WORK TO BE COMPLETED
Could you set down, exactly as they stand, only the lines from the one containing "Build a routing" through the end of the listing?
====== SOURCE DATA ======
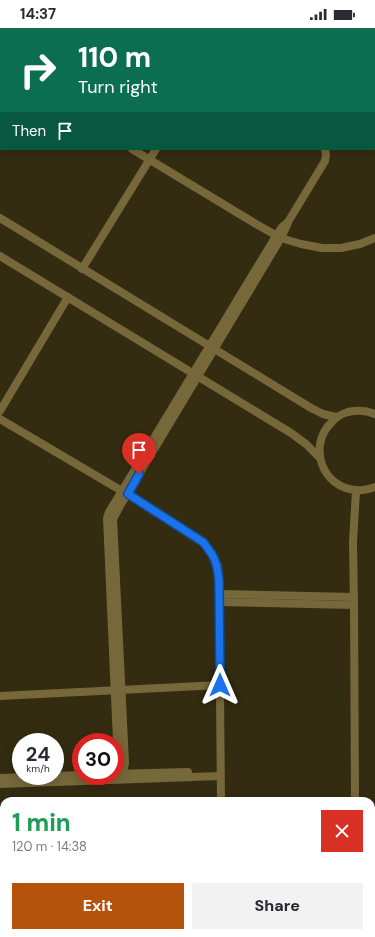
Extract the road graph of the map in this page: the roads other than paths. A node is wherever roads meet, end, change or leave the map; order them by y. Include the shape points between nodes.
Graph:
1 (134, 150) edge
2 (155, 150) edge
3 (325, 150) edge
4 (149, 160) junction
5 (0, 218) edge
6 (279, 237) junction
7 (375, 238) edge
8 (0, 256) edge
9 (82, 269) junction
10 (68, 298) junction
11 (212, 348) junction
12 (196, 374) junction
13 (0, 411) edge
14 (375, 414) edge
15 (336, 417) junction
16 (0, 419) edge
17 (319, 457) junction
18 (375, 487) edge
19 (356, 490) junction
20 (125, 492) junction
21 (219, 598) junction
22 (354, 601) junction
23 (220, 685) junction
24 (118, 690) junction
25 (0, 696) edge
26 (124, 774) edge
27 (220, 774) junction
28 (72, 775) edge
29 (0, 778) edge
30 (0, 784) edge
31 (221, 797) edge
32 (355, 797) edge

1 - 4 street
2 - 4 street
3 - 6 street via 325,161 288,222 282,227
4 - 6 street
4 - 9 street
5 - 9 street
6 - 7 street via 322,248 341,248
6 - 11 street
8 - 10 street
9 - 11 street
10 - 12 street
10 - 13 street
11 - 12 street
11 - 15 street via 311,408
12 - 17 street via 295,435
12 - 20 street
14 - 15 street via 354,411
15 - 17 street via 322,435
16 - 20 street
17 - 19 street via 328,476 336,484
18 - 19 street
19 - 22 street
20 - 21 street via 203,542 218,566
20 - 24 street via 107,518
21 - 22 street
21 - 23 street
22 - 32 street
23 - 24 street
23 - 27 street
24 - 24 street via 118,763 122,769 125,763
24 - 25 street
26 - 27 street
27 - 30 street
27 - 31 street
28 - 29 street

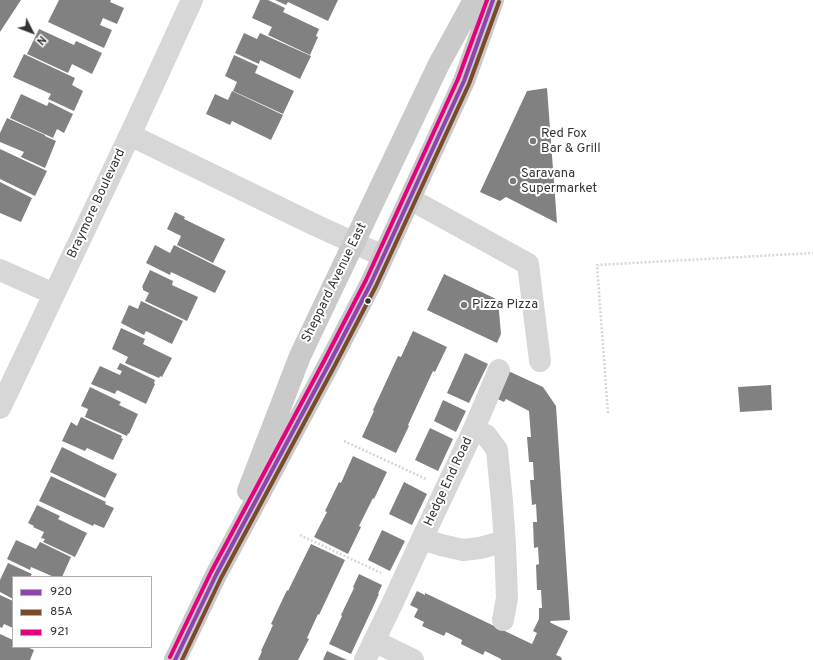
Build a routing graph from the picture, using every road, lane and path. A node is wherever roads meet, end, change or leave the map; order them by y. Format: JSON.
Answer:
======
TASK RESPONSE
Build a routing graph from the picture, using every road, lane and path. A node is wherever roads meet, end, change or leave the map; order them by y. Format: JSON.
Answer:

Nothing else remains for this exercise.